Here is how your friends can avoid the three F’s:

  1. A liberation ritual—rid themselves of all pre-conceived and hereditary, ideological and political straitjackets. Use two general yardsticks for candidates for elective office—are they playing fair and are they doing right?

  2. Avoid making final judgments about candidates just because they support or oppose your one or two favorite issues, regardless of where they may be on twenty other realities that affect you and your family very deeply and seriously. If you judge them broadly rather than narrowly, you increase your influence by increasing your demands and expectation levels for their performance. There are numerous evaluations of their votes (see e.g., citizen.org or commoncause.org for progressive perspectives) and positions to get you behind the masquerading slogans such as "Clear Skies Initiative,” or "Leave No Child Behind.”

  3. A handy way to contrast your views with those of the incumbents and challengers is to make your own checklist of twenty issues, put down where you stand and then send them to the candidates and determine where they stand on each subject.

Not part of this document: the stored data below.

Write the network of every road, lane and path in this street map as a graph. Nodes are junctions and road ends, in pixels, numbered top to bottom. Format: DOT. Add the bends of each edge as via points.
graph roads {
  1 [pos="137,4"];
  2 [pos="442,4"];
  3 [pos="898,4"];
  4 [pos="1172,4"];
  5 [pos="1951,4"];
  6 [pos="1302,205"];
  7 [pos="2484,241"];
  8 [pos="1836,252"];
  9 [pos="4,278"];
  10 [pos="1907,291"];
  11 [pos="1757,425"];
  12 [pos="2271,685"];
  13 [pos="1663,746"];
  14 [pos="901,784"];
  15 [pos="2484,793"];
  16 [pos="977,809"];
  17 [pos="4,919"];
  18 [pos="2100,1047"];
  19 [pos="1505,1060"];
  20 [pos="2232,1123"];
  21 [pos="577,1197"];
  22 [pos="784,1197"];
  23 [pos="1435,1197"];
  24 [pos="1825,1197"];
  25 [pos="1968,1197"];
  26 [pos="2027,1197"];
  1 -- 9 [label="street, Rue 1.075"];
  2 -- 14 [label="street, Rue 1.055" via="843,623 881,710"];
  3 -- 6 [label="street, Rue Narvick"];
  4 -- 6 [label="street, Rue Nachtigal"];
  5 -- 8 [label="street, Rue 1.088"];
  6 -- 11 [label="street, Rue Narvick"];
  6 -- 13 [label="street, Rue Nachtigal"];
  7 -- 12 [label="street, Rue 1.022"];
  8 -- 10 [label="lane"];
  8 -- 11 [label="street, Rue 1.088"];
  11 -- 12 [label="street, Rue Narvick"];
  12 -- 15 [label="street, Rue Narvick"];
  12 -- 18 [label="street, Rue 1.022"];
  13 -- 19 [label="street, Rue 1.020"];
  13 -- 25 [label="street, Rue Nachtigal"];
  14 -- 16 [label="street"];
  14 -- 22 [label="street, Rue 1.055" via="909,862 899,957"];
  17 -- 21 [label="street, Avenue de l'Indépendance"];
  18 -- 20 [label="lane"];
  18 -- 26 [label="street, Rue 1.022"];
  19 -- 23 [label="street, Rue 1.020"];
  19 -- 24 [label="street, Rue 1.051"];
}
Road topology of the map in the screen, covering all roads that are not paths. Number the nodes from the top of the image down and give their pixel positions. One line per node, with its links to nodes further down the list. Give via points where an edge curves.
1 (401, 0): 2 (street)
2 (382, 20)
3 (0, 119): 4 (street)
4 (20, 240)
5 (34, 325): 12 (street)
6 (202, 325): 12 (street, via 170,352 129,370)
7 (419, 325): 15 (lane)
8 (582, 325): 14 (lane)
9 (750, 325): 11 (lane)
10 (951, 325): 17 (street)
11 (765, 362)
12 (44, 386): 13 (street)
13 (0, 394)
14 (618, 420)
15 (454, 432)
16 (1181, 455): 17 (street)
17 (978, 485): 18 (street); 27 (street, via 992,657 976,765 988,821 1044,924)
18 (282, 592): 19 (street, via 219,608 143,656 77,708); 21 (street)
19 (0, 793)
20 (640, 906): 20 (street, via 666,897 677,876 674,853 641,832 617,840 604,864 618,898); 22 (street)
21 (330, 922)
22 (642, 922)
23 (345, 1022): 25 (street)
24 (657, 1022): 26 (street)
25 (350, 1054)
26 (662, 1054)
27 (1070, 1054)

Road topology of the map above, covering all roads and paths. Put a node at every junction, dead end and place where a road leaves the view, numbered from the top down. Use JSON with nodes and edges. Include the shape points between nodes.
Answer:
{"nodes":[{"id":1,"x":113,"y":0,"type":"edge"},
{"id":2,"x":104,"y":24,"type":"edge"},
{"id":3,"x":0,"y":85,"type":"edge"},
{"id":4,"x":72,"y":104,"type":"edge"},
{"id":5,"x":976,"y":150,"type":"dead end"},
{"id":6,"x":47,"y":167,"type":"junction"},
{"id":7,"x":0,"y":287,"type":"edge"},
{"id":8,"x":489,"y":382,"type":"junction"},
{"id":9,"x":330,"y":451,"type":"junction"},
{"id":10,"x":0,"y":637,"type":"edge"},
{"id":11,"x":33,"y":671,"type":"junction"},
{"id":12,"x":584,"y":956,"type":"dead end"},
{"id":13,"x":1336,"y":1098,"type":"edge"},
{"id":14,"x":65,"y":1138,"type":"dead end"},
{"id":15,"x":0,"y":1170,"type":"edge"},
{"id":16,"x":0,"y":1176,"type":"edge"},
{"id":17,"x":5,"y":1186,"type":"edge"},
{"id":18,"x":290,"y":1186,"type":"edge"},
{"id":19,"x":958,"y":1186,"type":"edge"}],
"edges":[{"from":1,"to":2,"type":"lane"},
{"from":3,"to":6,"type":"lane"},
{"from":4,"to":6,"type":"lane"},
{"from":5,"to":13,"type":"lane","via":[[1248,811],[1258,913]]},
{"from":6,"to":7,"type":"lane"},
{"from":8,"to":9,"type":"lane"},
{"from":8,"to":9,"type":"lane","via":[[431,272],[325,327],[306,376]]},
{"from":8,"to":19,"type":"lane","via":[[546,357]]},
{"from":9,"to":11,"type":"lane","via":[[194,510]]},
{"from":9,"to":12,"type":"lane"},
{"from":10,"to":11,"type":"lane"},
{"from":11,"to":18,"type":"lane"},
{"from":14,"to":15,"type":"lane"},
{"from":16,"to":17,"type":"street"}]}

  4. Then there are the questions that politicians like to escape. They include whether they are willing to debate their opponents and how often, why they avoid talking about and doing something about corporate power and its expanding controls over people’s lives, or how they plan to shift power from these global corporate supremacists to the people. Ask them to speak of solutions to the major problems confronting our country. Politicians often do not like to mention solutions (e.g. energy efficiency, health and safety, lower drug prices, reducing sprawl, safer food and clean elections) that upset their commercial financiers. Try asking members of Congress why they keep giving themselves annual salary increases and generous health and pension benefits while turning cold at doing the same for the minimum wage, health insurance or pension protections of the people.
    Probably the most important question to ask of incumbents and their challengers is how they intend to shift power to the people so that they, the citizens, as workers, consumers, taxpayers, patients, investors and voters can assert this power to hold giant corporations that now have amassed the power, accountable and responsible to their interests as human beings. In American history, social justice comes to our nation only when the people get their rightful power to make it happen. It happened when there was freedom from fear, the power shifted and solutions were adopted that spelled justice and fair play. All in all, it takes a little work, a little time to become a supervoter who is impervious to manipulation by the three F’s. Dare one say that all this can also be fun, that the pursuit of happiness can benefit mightily from the pursuit of justice, and that such engagement helps Americans today to become better ancestors for their descendents?